Yves Henry et Danielle Maas comparent leurs deux tournois. (Photo: Andrés Lejona/Maison Moderne)

Yves Henry et Danielle Maas comparent leurs deux tournois. (Photo: Andrés Lejona/Maison Moderne)

D’un côté du filet, Danielle Maas, directrice du BGL BNP Paribas Luxembourg Open, le plus grand tournoi du pays. De l’autre, Yves Henry, président de la SAS Moselle Open, la compétition n° 1 dans la Grande Région. Deux rendez-vous majeurs de la rentrée. Deux optiques très différentes aussi d’un sport, le tennis, devenu business.
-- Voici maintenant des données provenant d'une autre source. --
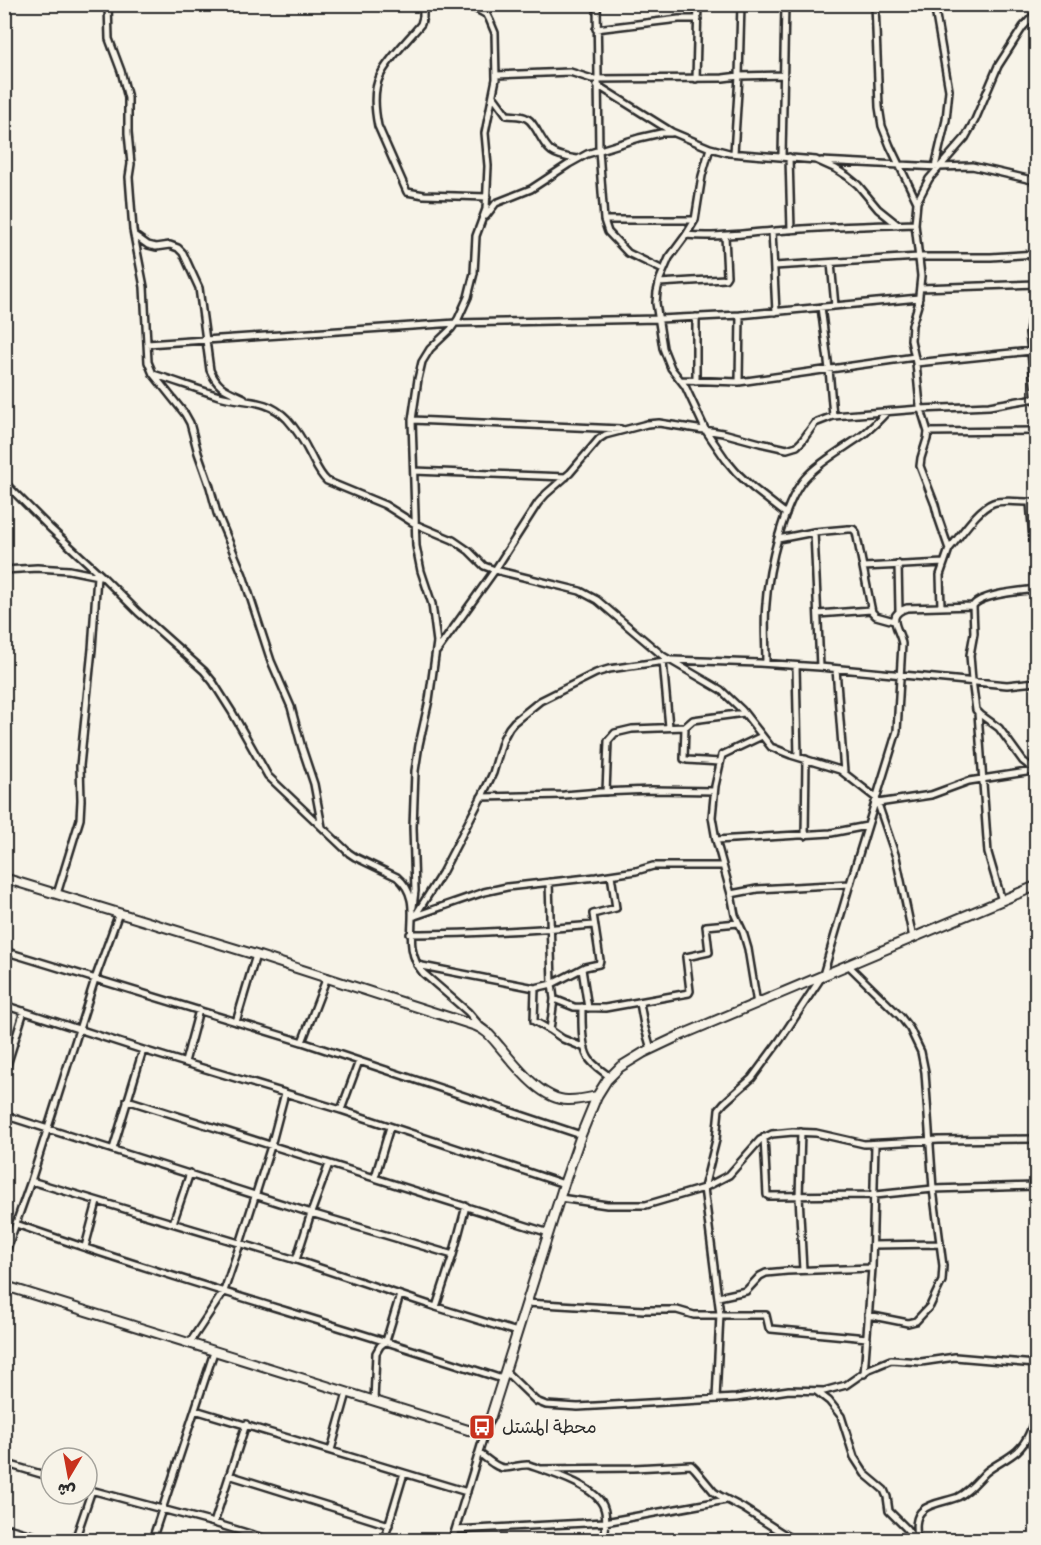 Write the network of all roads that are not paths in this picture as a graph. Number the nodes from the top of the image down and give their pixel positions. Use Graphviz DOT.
graph roads {
  1 [pos="108,4"];
  2 [pos="423,4"];
  3 [pos="467,4"];
  4 [pos="597,4"];
  5 [pos="698,4"];
  6 [pos="741,4"];
  7 [pos="785,4"];
  8 [pos="875,4"];
  9 [pos="934,4"];
  10 [pos="1036,13"];
  11 [pos="698,19"];
  12 [pos="596,28"];
  13 [pos="496,75"];
  14 [pos="784,75"];
  15 [pos="739,76"];
  16 [pos="696,79"];
  17 [pos="597,82"];
  18 [pos="493,96"];
  19 [pos="672,132"];
  20 [pos="710,148"];
  21 [pos="599,150"];
  22 [pos="734,153"];
  23 [pos="786,157"];
  24 [pos="577,159"];
  25 [pos="816,160"];
  26 [pos="900,165"];
  27 [pos="937,167"];
  28 [pos="1036,181"];
  29 [pos="487,197"];
  30 [pos="917,201"];
  31 [pos="483,219"];
  32 [pos="603,220"];
  33 [pos="696,220"];
  34 [pos="915,224"];
  35 [pos="898,225"];
  36 [pos="791,230"];
  37 [pos="772,231"];
  38 [pos="686,235"];
  39 [pos="134,236"];
  40 [pos="724,236"];
  41 [pos="1036,254"];
  42 [pos="920,257"];
  43 [pos="831,263"];
  44 [pos="774,266"];
  45 [pos="663,270"];
  46 [pos="659,283"];
  47 [pos="1036,284"];
  48 [pos="920,288"];
  49 [pos="919,298"];
  50 [pos="835,306"];
  51 [pos="1036,306"];
  52 [pos="821,307"];
  53 [pos="776,312"];
  54 [pos="740,315"];
  55 [pos="696,317"];
  56 [pos="659,319"];
  57 [pos="456,323"];
  58 [pos="206,339"];
  59 [pos="147,344"];
  60 [pos="1031,351"];
  61 [pos="915,360"];
  62 [pos="1035,367"];
  63 [pos="829,369"];
  64 [pos="153,374"];
  65 [pos="681,380"];
  66 [pos="696,381"];
  67 [pos="739,382"];
  68 [pos="249,400"];
  69 [pos="1036,400"];
  70 [pos="920,409"];
  71 [pos="887,412"];
  72 [pos="832,416"];
  73 [pos="412,420"];
  74 [pos="626,429"];
  75 [pos="706,430"];
  76 [pos="1036,431"];
  77 [pos="928,432"];
  78 [pos="414,471"];
  79 [pos="566,477"];
  80 [pos="4,482"];
  81 [pos="1034,502"];
  82 [pos="786,514"];
  83 [pos="415,524"];
  84 [pos="814,532"];
  85 [pos="778,539"];
  86 [pos="949,549"];
  87 [pos="944,563"];
  88 [pos="898,564"];
  89 [pos="863,567"];
  90 [pos="4,570"];
  91 [pos="495,570"];
  92 [pos="100,576"];
  93 [pos="1036,576"];
  94 [pos="1036,589"];
  95 [pos="973,606"];
  96 [pos="941,607"];
  97 [pos="871,610"];
  98 [pos="899,610"];
  99 [pos="818,614"];
  100 [pos="894,621"];
  101 [pos="435,653"];
  102 [pos="672,660"];
  103 [pos="663,661"];
  104 [pos="766,663"];
  105 [pos="796,666"];
  106 [pos="820,667"];
  107 [pos="836,669"];
  108 [pos="900,675"];
  109 [pos="972,681"];
  110 [pos="1036,682"];
  111 [pos="978,712"];
  112 [pos="744,713"];
  113 [pos="669,727"];
  114 [pos="685,727"];
  115 [pos="762,736"];
  116 [pos="798,757"];
  117 [pos="806,759"];
  118 [pos="720,762"];
  119 [pos="1036,771"];
  120 [pos="844,772"];
  121 [pos="982,778"];
  122 [pos="714,791"];
  123 [pos="606,792"];
  124 [pos="481,797"];
  125 [pos="877,801"];
  126 [pos="867,826"];
  127 [pos="322,827"];
  128 [pos="805,836"];
  129 [pos="716,840"];
  130 [pos="722,866"];
  131 [pos="611,874"];
  132 [pos="4,878"];
  133 [pos="549,882"];
  134 [pos="850,884"];
  135 [pos="1036,886"];
  136 [pos="57,894"];
  137 [pos="730,894"];
  138 [pos="1002,901"];
  139 [pos="413,907"];
  140 [pos="119,913"];
  141 [pos="414,916"];
  142 [pos="738,923"];
  143 [pos="594,925"];
  144 [pos="550,929"];
  145 [pos="410,934"];
  146 [pos="913,938"];
  147 [pos="4,951"];
  148 [pos="256,955"];
  149 [pos="848,965"];
  150 [pos="417,966"];
  151 [pos="582,969"];
  152 [pos="823,975"];
  153 [pos="327,978"];
  154 [pos="95,979"];
  155 [pos="552,984"];
  156 [pos="535,988"];
  157 [pos="554,999"];
  158 [pos="640,1002"];
  159 [pos="757,1004"];
  160 [pos="4,1005"];
  161 [pos="585,1007"];
  162 [pos="199,1010"];
  163 [pos="24,1011"];
  164 [pos="236,1022"];
  165 [pos="79,1028"];
  166 [pos="482,1028"];
  167 [pos="550,1030"];
  168 [pos="302,1042"];
  169 [pos="585,1047"];
  170 [pos="651,1049"];
  171 [pos="143,1050"];
  172 [pos="6,1062"];
  173 [pos="186,1062"];
  174 [pos="359,1062"];
  175 [pos="4,1075"];
  176 [pos="610,1077"];
  177 [pos="285,1093"];
  178 [pos="597,1096"];
  179 [pos="127,1100"];
  180 [pos="341,1110"];
  181 [pos="4,1116"];
  182 [pos="390,1127"];
  183 [pos="47,1129"];
  184 [pos="801,1132"];
  185 [pos="581,1135"];
  186 [pos="764,1137"];
  187 [pos="1036,1139"];
  188 [pos="930,1141"];
  189 [pos="875,1144"];
  190 [pos="271,1146"];
  191 [pos="113,1149"];
  192 [pos="329,1164"];
  193 [pos="190,1173"];
  194 [pos="375,1177"];
  195 [pos="31,1181"];
  196 [pos="564,1184"];
  197 [pos="1036,1186"];
  198 [pos="704,1188"];
  199 [pos="933,1190"];
  200 [pos="255,1195"];
  201 [pos="875,1195"];
  202 [pos="799,1196"];
  203 [pos="560,1198"];
  204 [pos="97,1202"];
  205 [pos="466,1206"];
  206 [pos="311,1213"];
  207 [pos="16,1224"];
  208 [pos="173,1224"];
  209 [pos="549,1233"];
  210 [pos="8,1240"];
  211 [pos="240,1244"];
  212 [pos="940,1244"];
  213 [pos="873,1245"];
  214 [pos="85,1247"];
  215 [pos="453,1255"];
  216 [pos="4,1257"];
  217 [pos="296,1260"];
  218 [pos="872,1268"];
  219 [pos="803,1270"];
  220 [pos="4,1288"];
  221 [pos="224,1291"];
  222 [pos="400,1295"];
  223 [pos="718,1297"];
  224 [pos="526,1304"];
  225 [pos="436,1306"];
  226 [pos="720,1314"];
  227 [pos="868,1315"];
  228 [pos="517,1332"];
  229 [pos="867,1338"];
  230 [pos="386,1341"];
  231 [pos="189,1344"];
  232 [pos="214,1352"];
  233 [pos="1036,1364"];
  234 [pos="864,1374"];
  235 [pos="503,1375"];
  236 [pos="816,1391"];
  237 [pos="347,1393"];
  238 [pos="716,1399"];
  239 [pos="374,1401"];
  240 [pos="195,1410"];
  241 [pos="1036,1414"];
  242 [pos="246,1424"];
  243 [pos="487,1424"];
  244 [pos="476,1430"];
  245 [pos="482,1443"];
  246 [pos="331,1450"];
  247 [pos="479,1453"];
  248 [pos="4,1463"];
  249 [pos="540,1469"];
  250 [pos="39,1473"];
  251 [pos="404,1473"];
  252 [pos="229,1475"];
  253 [pos="99,1492"];
  254 [pos="467,1492"];
  255 [pos="726,1500"];
  256 [pos="85,1506"];
  257 [pos="161,1509"];
  258 [pos="605,1522"];
  259 [pos="214,1524"];
  260 [pos="389,1525"];
  261 [pos="4,1527"];
  262 [pos="455,1530"];
  263 [pos="50,1540"];
  264 [pos="75,1540"];
  265 [pos="152,1540"];
  266 [pos="269,1540"];
  267 [pos="384,1540"];
  268 [pos="452,1540"];
  269 [pos="605,1540"];
  270 [pos="793,1540"];
  271 [pos="916,1540"];
  1 -- 39 [label="street"];
  2 -- 29 [label="street"];
  3 -- 13 [label="street"];
  4 -- 12 [label="street"];
  5 -- 11 [label="street"];
  6 -- 15 [label="street"];
  7 -- 14 [label="street"];
  8 -- 26 [label="street"];
  9 -- 27 [label="street"];
  10 -- 27 [label="street"];
  11 -- 12 [label="street"];
  11 -- 16 [label="street"];
  12 -- 17 [label="street"];
  13 -- 17 [label="street"];
  13 -- 18 [label="street"];
  14 -- 15 [label="street"];
  14 -- 23 [label="street"];
  15 -- 16 [label="street"];
  15 -- 22 [label="street"];
  16 -- 17 [label="street"];
  17 -- 19 [label="street"];
  17 -- 21 [label="street"];
  18 -- 24 [label="street"];
  18 -- 29 [label="street"];
  19 -- 20 [label="street"];
  19 -- 21 [label="street"];
  20 -- 22 [label="street"];
  20 -- 33 [label="street"];
  21 -- 24 [label="street"];
  21 -- 32 [label="street"];
  22 -- 23 [label="street"];
  23 -- 25 [label="street"];
  23 -- 36 [label="street"];
  24 -- 31 [label="street"];
  25 -- 26 [label="street"];
  25 -- 35 [label="street"];
  26 -- 27 [label="street"];
  26 -- 30 [label="street"];
  27 -- 28 [label="street"];
  27 -- 30 [label="street"];
  29 -- 31 [label="street"];
  30 -- 34 [label="street"];
  31 -- 57 [label="street"];
  32 -- 33 [label="street"];
  32 -- 45 [label="street"];
  33 -- 38 [label="street"];
  34 -- 35 [label="street"];
  34 -- 42 [label="street"];
  35 -- 36 [label="street"];
  36 -- 37 [label="street"];
  37 -- 40 [label="street"];
  37 -- 44 [label="street"];
  38 -- 40 [label="street"];
  38 -- 45 [label="street"];
  39 -- 58 [label="street"];
  39 -- 59 [label="street"];
  40 -- 46 [label="street"];
  41 -- 42 [label="street"];
  42 -- 43 [label="street"];
  42 -- 48 [label="street"];
  43 -- 44 [label="street"];
  43 -- 50 [label="street"];
  44 -- 53 [label="street"];
  45 -- 46 [label="street"];
  46 -- 56 [label="street"];
  47 -- 48 [label="street"];
  48 -- 49 [label="street"];
  49 -- 50 [label="street"];
  49 -- 61 [label="street"];
  50 -- 52 [label="street"];
  51 -- 60 [label="street"];
  52 -- 53 [label="street"];
  52 -- 63 [label="street"];
  53 -- 54 [label="street"];
  54 -- 55 [label="street"];
  54 -- 67 [label="street"];
  55 -- 56 [label="street"];
  55 -- 66 [label="street"];
  56 -- 57 [label="street"];
  56 -- 65 [label="street"];
  57 -- 58 [label="street"];
  57 -- 73 [label="street"];
  58 -- 59 [label="street"];
  58 -- 68 [label="street"];
  59 -- 64 [label="street"];
  60 -- 61 [label="street"];
  60 -- 62 [label="street"];
  61 -- 63 [label="street"];
  61 -- 70 [label="street"];
  62 -- 69 [label="street"];
  63 -- 67 [label="street"];
  63 -- 72 [label="street"];
  64 -- 68 [label="street"];
  64 -- 127 [label="street"];
  65 -- 66 [label="street"];
  65 -- 75 [label="street"];
  66 -- 67 [label="street"];
  68 -- 83 [label="street"];
  69 -- 70 [label="street"];
  70 -- 71 [label="street"];
  70 -- 77 [label="street"];
  71 -- 72 [label="street"];
  71 -- 82 [label="street"];
  72 -- 75 [label="street"];
  73 -- 74 [label="street"];
  73 -- 78 [label="street"];
  74 -- 75 [label="street"];
  74 -- 79 [label="street"];
  75 -- 82 [label="street"];
  76 -- 77 [label="street"];
  77 -- 86 [label="street"];
  78 -- 79 [label="street"];
  78 -- 83 [label="street"];
  79 -- 91 [label="street"];
  80 -- 92 [label="street"];
  81 -- 86 [label="street"];
  81 -- 93 [label="street"];
  82 -- 85 [label="street"];
  83 -- 91 [label="street"];
  83 -- 101 [label="street"];
  84 -- 85 [label="street"];
  84 -- 89 [label="street"];
  84 -- 99 [label="street"];
  85 -- 104 [label="street"];
  86 -- 87 [label="street"];
  87 -- 88 [label="street"];
  87 -- 96 [label="street"];
  88 -- 89 [label="street"];
  88 -- 98 [label="street"];
  89 -- 97 [label="street"];
  90 -- 92 [label="street"];
  91 -- 101 [label="street"];
  91 -- 102 [label="street"];
  92 -- 127 [label="street"];
  92 -- 136 [label="street"];
  94 -- 95 [label="street"];
  95 -- 96 [label="street"];
  95 -- 109 [label="street"];
  96 -- 98 [label="street"];
  97 -- 99 [label="street"];
  97 -- 100 [label="street"];
  98 -- 100 [label="street"];
  99 -- 106 [label="street"];
  100 -- 108 [label="street"];
  101 -- 139 [label="street"];
  102 -- 103 [label="street"];
  102 -- 104 [label="street"];
  102 -- 112 [label="street"];
  103 -- 113 [label="street"];
  103 -- 124 [label="street"];
  104 -- 105 [label="street"];
  105 -- 106 [label="street"];
  105 -- 116 [label="street"];
  106 -- 107 [label="street"];
  107 -- 108 [label="street"];
  107 -- 120 [label="street"];
  108 -- 109 [label="street"];
  108 -- 125 [label="street"];
  109 -- 110 [label="street"];
  109 -- 111 [label="street"];
  111 -- 119 [label="street"];
  111 -- 121 [label="street"];
  112 -- 114 [label="street"];
  112 -- 115 [label="street"];
  113 -- 114 [label="street"];
  113 -- 123 [label="street"];
  114 -- 118 [label="street"];
  115 -- 116 [label="street"];
  115 -- 118 [label="street"];
  116 -- 117 [label="street"];
  117 -- 120 [label="street"];
  117 -- 128 [label="street"];
  118 -- 122 [label="street"];
  119 -- 121 [label="street"];
  120 -- 125 [label="street"];
  121 -- 125 [label="street"];
  121 -- 138 [label="street"];
  122 -- 123 [label="street"];
  122 -- 129 [label="street"];
  123 -- 124 [label="street"];
  124 -- 141 [label="street"];
  125 -- 126 [label="street"];
  125 -- 146 [label="street"];
  126 -- 128 [label="street"];
  126 -- 134 [label="street"];
  127 -- 139 [label="street"];
  128 -- 129 [label="street"];
  129 -- 130 [label="street"];
  130 -- 131 [label="street"];
  130 -- 137 [label="street"];
  131 -- 133 [label="street"];
  131 -- 143 [label="street"];
  132 -- 136 [label="street"];
  133 -- 141 [label="street"];
  133 -- 144 [label="street"];
  134 -- 137 [label="street"];
  134 -- 152 [label="street"];
  135 -- 138 [label="street"];
  136 -- 140 [label="street"];
  137 -- 142 [label="street"];
  138 -- 146 [label="street"];
  139 -- 141 [label="street"];
  140 -- 148 [label="street"];
  140 -- 154 [label="street"];
  141 -- 145 [label="street"];
  142 -- 158 [label="street"];
  142 -- 159 [label="street"];
  143 -- 144 [label="street"];
  143 -- 151 [label="street"];
  144 -- 145 [label="street"];
  144 -- 155 [label="street"];
  145 -- 150 [label="street"];
  146 -- 149 [label="street"];
  147 -- 154 [label="street"];
  148 -- 153 [label="street"];
  148 -- 164 [label="street"];
  149 -- 152 [label="street"];
  149 -- 188 [label="street"];
  150 -- 156 [label="street"];
  150 -- 166 [label="street"];
  151 -- 155 [label="street"];
  151 -- 161 [label="street"];
  152 -- 159 [label="street"];
  152 -- 198 [label="street"];
  153 -- 166 [label="street"];
  153 -- 168 [label="street"];
  154 -- 162 [label="street"];
  154 -- 165 [label="street"];
  155 -- 156 [label="street"];
  155 -- 157 [label="street"];
  156 -- 167 [label="street"];
  157 -- 161 [label="street"];
  157 -- 167 [label="street"];
  158 -- 161 [label="street"];
  158 -- 170 [label="street"];
  159 -- 170 [label="street"];
  160 -- 163 [label="street"];
  161 -- 169 [label="street"];
  162 -- 164 [label="street"];
  162 -- 173 [label="street"];
  163 -- 165 [label="street"];
  163 -- 172 [label="street"];
  164 -- 168 [label="street"];
  165 -- 171 [label="street"];
  165 -- 183 [label="street"];
  166 -- 178 [label="street"];
  167 -- 169 [label="street"];
  168 -- 174 [label="street"];
  169 -- 176 [label="street"];
  170 -- 176 [label="street"];
  171 -- 173 [label="street"];
  171 -- 179 [label="street"];
  172 -- 175 [label="street"];
  173 -- 177 [label="street"];
  174 -- 180 [label="street"];
  174 -- 185 [label="street"];
  176 -- 178 [label="street"];
  177 -- 180 [label="street"];
  177 -- 190 [label="street"];
  178 -- 185 [label="street"];
  179 -- 190 [label="street"];
  179 -- 191 [label="street"];
  180 -- 182 [label="street"];
  181 -- 183 [label="street"];
  182 -- 194 [label="street"];
  182 -- 196 [label="street"];
  183 -- 191 [label="street"];
  183 -- 195 [label="street"];
  184 -- 186 [label="street"];
  184 -- 189 [label="street"];
  184 -- 202 [label="street"];
  185 -- 196 [label="street"];
  186 -- 198 [label="street"];
  186 -- 202 [label="street"];
  187 -- 188 [label="street"];
  188 -- 189 [label="street"];
  188 -- 199 [label="street"];
  189 -- 201 [label="street"];
  190 -- 192 [label="street"];
  190 -- 200 [label="street"];
  191 -- 193 [label="street"];
  192 -- 194 [label="street"];
  192 -- 206 [label="street"];
  193 -- 200 [label="street"];
  193 -- 208 [label="street"];
  194 -- 205 [label="street"];
  195 -- 204 [label="street"];
  195 -- 207 [label="street"];
  196 -- 203 [label="street"];
  197 -- 199 [label="street"];
  198 -- 203 [label="street"];
  198 -- 223 [label="street"];
  199 -- 201 [label="street"];
  199 -- 212 [label="street"];
  200 -- 206 [label="street"];
  200 -- 211 [label="street"];
  201 -- 202 [label="street"];
  201 -- 213 [label="street"];
  202 -- 219 [label="street"];
  203 -- 209 [label="street"];
  204 -- 208 [label="street"];
  204 -- 214 [label="street"];
  205 -- 209 [label="street"];
  205 -- 215 [label="street"];
  206 -- 215 [label="street"];
  206 -- 217 [label="street"];
  207 -- 210 [label="street"];
  207 -- 214 [label="street"];
  208 -- 211 [label="street"];
  209 -- 224 [label="street"];
  210 -- 216 [label="street"];
  211 -- 217 [label="street"];
  211 -- 221 [label="street"];
  212 -- 213 [label="street"];
  212 -- 227 [label="street"];
  213 -- 218 [label="street"];
  214 -- 221 [label="street"];
  215 -- 225 [label="street"];
  217 -- 222 [label="street"];
  218 -- 219 [label="street"];
  218 -- 227 [label="street"];
  219 -- 223 [label="street"];
  220 -- 231 [label="street"];
  221 -- 230 [label="street"];
  221 -- 231 [label="street"];
  222 -- 225 [label="street"];
  222 -- 230 [label="street"];
  223 -- 226 [label="street"];
  224 -- 226 [label="street"];
  224 -- 228 [label="street"];
  225 -- 228 [label="street"];
  226 -- 229 [label="street"];
  226 -- 238 [label="street"];
  227 -- 229 [label="street"];
  228 -- 235 [label="street"];
  229 -- 234 [label="street"];
  230 -- 235 [label="street"];
  230 -- 239 [label="street"];
  231 -- 232 [label="street"];
  232 -- 237 [label="street"];
  232 -- 240 [label="street"];
  233 -- 234 [label="street"];
  234 -- 236 [label="street"];
  235 -- 238 [label="street"];
  235 -- 243 [label="street"];
  236 -- 238 [label="street"];
  236 -- 271 [label="street"];
  237 -- 239 [label="street"];
  237 -- 246 [label="street"];
  239 -- 244 [label="street"];
  240 -- 242 [label="street"];
  240 -- 257 [label="street"];
  241 -- 271 [label="street"];
  242 -- 246 [label="street"];
  242 -- 252 [label="street"];
  243 -- 244 [label="street"];
  243 -- 245 [label="street"];
  244 -- 245 [label="street"];
  245 -- 247 [label="street"];
  246 -- 251 [label="street"];
  247 -- 249 [label="street"];
  247 -- 254 [label="street"];
  248 -- 250 [label="street"];
  249 -- 255 [label="street"];
  249 -- 258 [label="street"];
  251 -- 254 [label="street"];
  251 -- 260 [label="street"];
  252 -- 259 [label="street"];
  252 -- 260 [label="street"];
  253 -- 257 [label="street"];
  254 -- 262 [label="street"];
  255 -- 258 [label="street"];
  255 -- 270 [label="street"];
  256 -- 264 [label="street"];
  257 -- 259 [label="street"];
  257 -- 265 [label="street"];
  258 -- 262 [label="street"];
  258 -- 269 [label="street"];
  259 -- 266 [label="street"];
  260 -- 267 [label="street"];
  261 -- 263 [label="street"];
  262 -- 268 [label="street"];
}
Vous êtes les ‘patrons’ de deux événements majeurs, les deux plus grands tournois tennistiques de la Grande Région, qui attirent chaque année des milliers de spectateurs à Luxembourg et Metz. Mais vous ne vous connaissez pas. Vous ne vous étiez même jamais rencontrés avant cette interview. Cela peut surprendre…

Danielle Maas (D. M.). – «Le Moselle Open se déroule habituellement à la fin du mois de septembre. Soit peu de temps avant notre tournoi, qui avait toujours lieu en octobre ces dernières années. Nous étions donc à chaque fois en pleins préparatifs au moment du Moselle Open. Et, comme vous pouvez l’imaginer, le temps nous manque toujours dans ces moments-là…

Yves Henry (Y. H.). – «Le fait que l’on ne se connaissait pas avant aujourd’hui n’est évidemment pas une bonne chose. Et ce, pour un certain nombre de raisons… À commencer par le fait que nos deux organisations évoluent dans le même monde. À savoir un marché où la convoitise est grande, où tout le monde lorgne les licences des différents tournois. Si je prends notre cas précis, le Moselle Open fait partie du circuit ATP, celui qui orchestre les plus grands tournois masculins sur la planète (si l’on met de côté les quatre tournois du Grand Chelem). Il n’y en a que 63 organisés chaque année dans le monde. Dont 39 dans notre catégorie.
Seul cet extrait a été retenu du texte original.